Austrian footballer (born 1985)

Ümit Korkmaz (/de/; born 17 September 1985) is an Austrian retired footballer who played as a winger. He is currently the manager of Ostbahn XI.

Korkmaz has played for football clubs in Germany and Turkey, as well as Austria. He also represented the Austria national football team at UEFA Euro 2008.

==Club career==
Korkmaz was signed by a fifth division club at the age of 18. He was soon discovered by scouts of Rapid Wien and transferred to the club. Brought through the ranks of Rapid Wien, Korkmaz played two seasons with the side.

In June 2008, Korkmaz agreed to join German Bundesliga side Eintracht Frankfurt.
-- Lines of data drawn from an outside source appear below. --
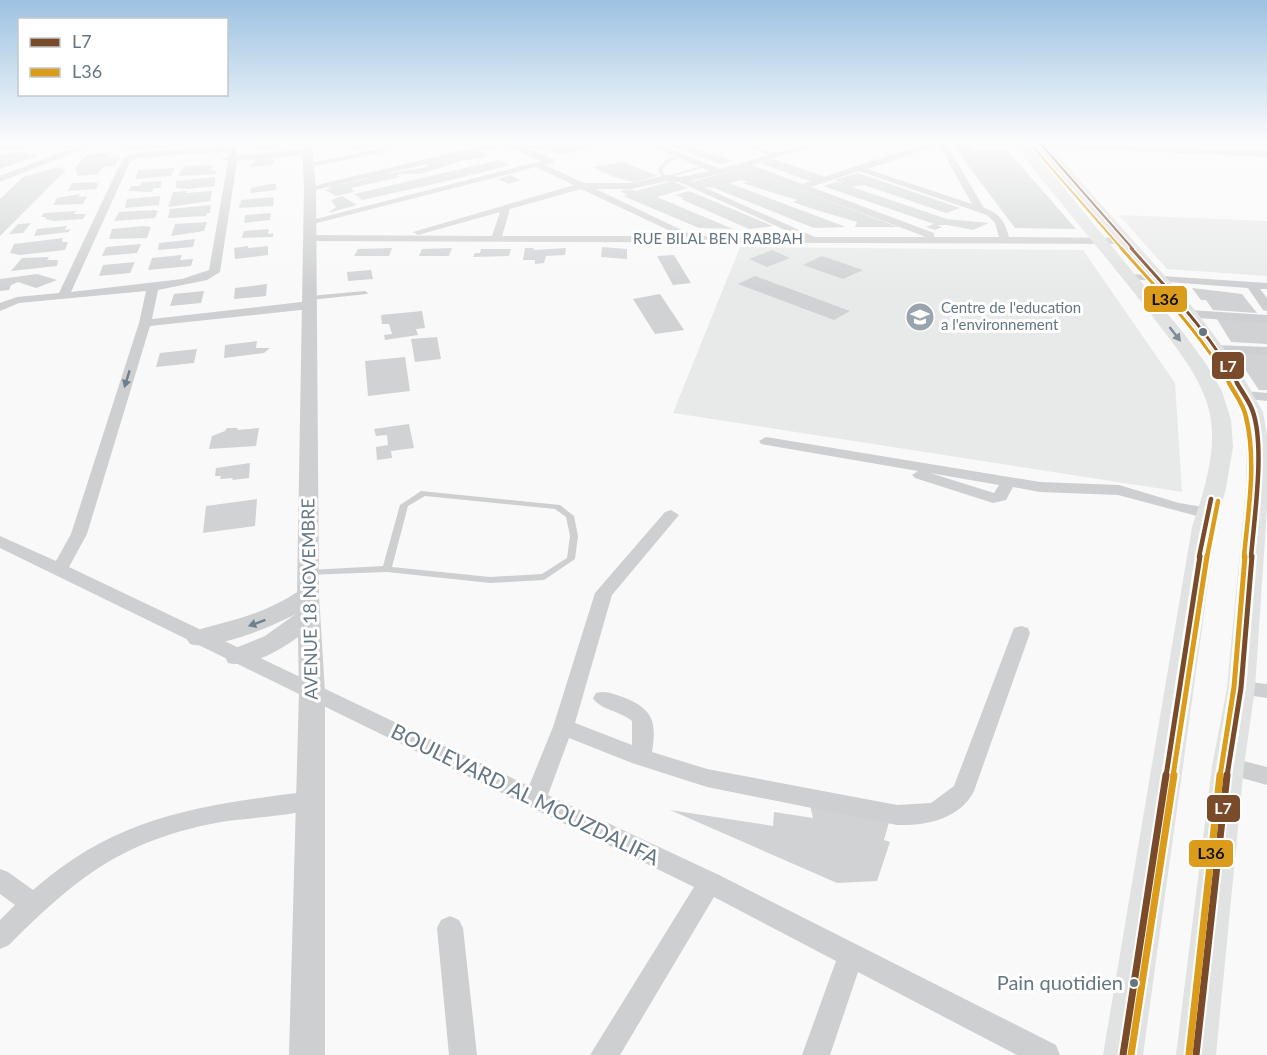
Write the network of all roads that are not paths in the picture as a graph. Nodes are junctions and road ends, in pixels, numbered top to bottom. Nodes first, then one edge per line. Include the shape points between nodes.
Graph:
1 (111, 191) edge
2 (228, 191) edge
3 (310, 191) edge
4 (446, 191) edge
5 (562, 191) edge
6 (592, 191) edge
7 (706, 191) edge
8 (813, 191) edge
9 (927, 191) edge
10 (970, 191) edge
11 (1072, 191) edge
12 (506, 207) junction
13 (980, 209) junction
14 (309, 230) junction
15 (402, 237) junction
16 (694, 238) junction
17 (496, 239) junction
18 (941, 239) junction
19 (816, 240) junction
20 (1005, 240) junction
21 (1114, 240) junction
22 (1143, 278) junction
23 (1252, 285) junction
24 (1267, 285) edge
25 (153, 286) junction
26 (365, 293) dead end
27 (64, 295) junction
28 (310, 301) junction
29 (0, 307) edge
30 (1267, 307) edge
31 (1189, 314) junction
32 (1267, 319) edge
33 (145, 323) junction
34 (1215, 349) junction
35 (1267, 351) edge
36 (1256, 396) edge
37 (1262, 439) edge
38 (766, 441) dead end
39 (1262, 487) edge
40 (671, 515) dead end
41 (1206, 520) junction
42 (0, 541) edge
43 (1259, 547) edge
44 (387, 569) junction
45 (59, 570) junction
46 (308, 595) junction
47 (1021, 633) dead end
48 (198, 638) junction
49 (237, 657) junction
50 (1241, 688) junction
51 (1267, 691) edge
52 (312, 692) junction
53 (603, 698) dead end
54 (562, 727) junction
55 (640, 757) junction
56 (1228, 766) junction
57 (1267, 776) edge
58 (312, 800) junction
59 (535, 800) junction
60 (0, 880) edge
61 (710, 883) junction
62 (33, 904) junction
63 (450, 927) dead end
64 (0, 937) edge
65 (851, 954) junction
66 (307, 1055) edge
67 (463, 1055) edge
68 (604, 1055) edge
69 (816, 1055) edge
70 (1046, 1055) edge
71 (1123, 1055) edge
72 (1196, 1055) edge

1 - 27 street
2 - 25 street via 214,272 202,280
3 - 14 street, AVENUE 18 NOVEMBRE
4 - 14 street
5 - 12 street
6 - 16 street
7 - 19 street
8 - 18 street
9 - 13 street
10 - 13 street
11 - 21 main road
12 - 15 street
12 - 17 street
13 - 20 street via 997,218
14 - 15 street, RUE BILAL BEN RABBAH
14 - 28 street, AVENUE 18 NOVEMBRE
15 - 17 street, RUE BILAL BEN RABBAH
16 - 17 street, RUE BILAL BEN RABBAH
16 - 19 street, RUE BILAL BEN RABBAH
18 - 19 street, RUE BILAL BEN RABBAH
18 - 20 street, RUE BILAL BEN RABBAH
20 - 21 street, RUE BILAL BEN RABBAH
21 - 22 main road
22 - 23 street
22 - 31 main road
22 -> 41 main road via 1202,372 1220,418 1223,442
23 - 24 street
23 - 30 street
25 - 27 street
25 - 33 street
26 - 28 lane
27 - 29 street via 10,301
28 - 33 street
28 - 46 street, AVENUE 18 NOVEMBRE
31 - 32 street
31 - 34 main road
33 -> 45 street via 79,534
34 - 35 street
34 - 36 main road
36 - 37 main road via 1253,412
37 - 39 main road
38 - 41 street via 912,465 923,476 988,497 1000,496 1009,482 1049,488 1094,488 1184,517
39 - 43 main road
40 - 54 street via 604,593
41 - 71 main road
42 - 45 street, BOULEVARD AL MOUZDALIFA
43 - 50 main road
44 - 44 lane via 490,580 544,577 571,559 574,536 570,516 557,507 424,493 404,505
44 - 46 lane
45 - 48 street, BOULEVARD AL MOUZDALIFA
46 -> 48 street via 263,622
46 - 49 street via 274,642
46 - 52 street, AVENUE 18 NOVEMBRE
47 - 55 street via 963,791 936,812 897,814 782,794 707,778
48 - 49 street, BOULEVARD AL MOUZDALIFA
49 - 52 street, BOULEVARD AL MOUZDALIFA
50 - 51 street
50 - 56 main road
52 - 58 street, AVENUE 18 NOVEMBRE
52 - 59 street, BOULEVARD AL MOUZDALIFA
53 - 55 street via 633,711 644,722
54 - 55 street
54 - 59 street
56 - 57 street
56 - 72 main road
58 - 62 street via 169,825 131,837 92,860
58 - 66 street, AVENUE 18 NOVEMBRE
59 - 61 street, BOULEVARD AL MOUZDALIFA
60 - 62 street
61 - 65 street, BOULEVARD AL MOUZDALIFA
61 - 68 street
62 - 64 street
63 - 67 street
65 - 69 street
65 - 70 street, BOULEVARD AL MOUZDALIFA

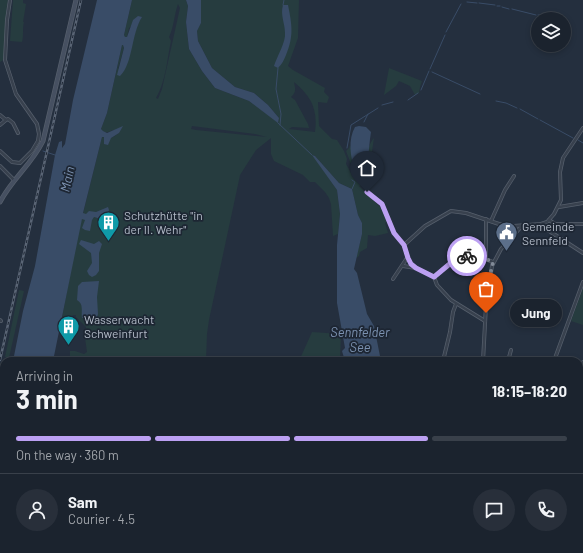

He signed a four-year contract that runs until 30 June 2012. In January 2011, Eintracht Frankfurt loaned Korkmaz, who had not had many chances to play for the club that season, to 2. Bundesliga club VfL Bochum.

On 12 December 2013, it was announced that he had annulled his contract with FC Ingolstadt 04 and would subsequently join Çaykur Rizespor.

Korkmaz signed with First Vienna on 20 December 2018.

==International career==
He received his first call-up for Austria in summer 2007 but only made his debut prior to Euro 2008. He was also included in the 23-man squad for the tournament.

==Coaching career==
Korkmaz transferred to Ostbahn XI in January 2023. He played seven games for the club in total, one of which was the only game he played in the 2023-24 season, while in the 2024-25 season he didn't play any games either until he was hired as manager of the club in November 2024.

==Personal life==
Korkmaz is of Turkish descent. He also holds Turkish citizenship, which made him eligible to play internationally for the Turkey national team.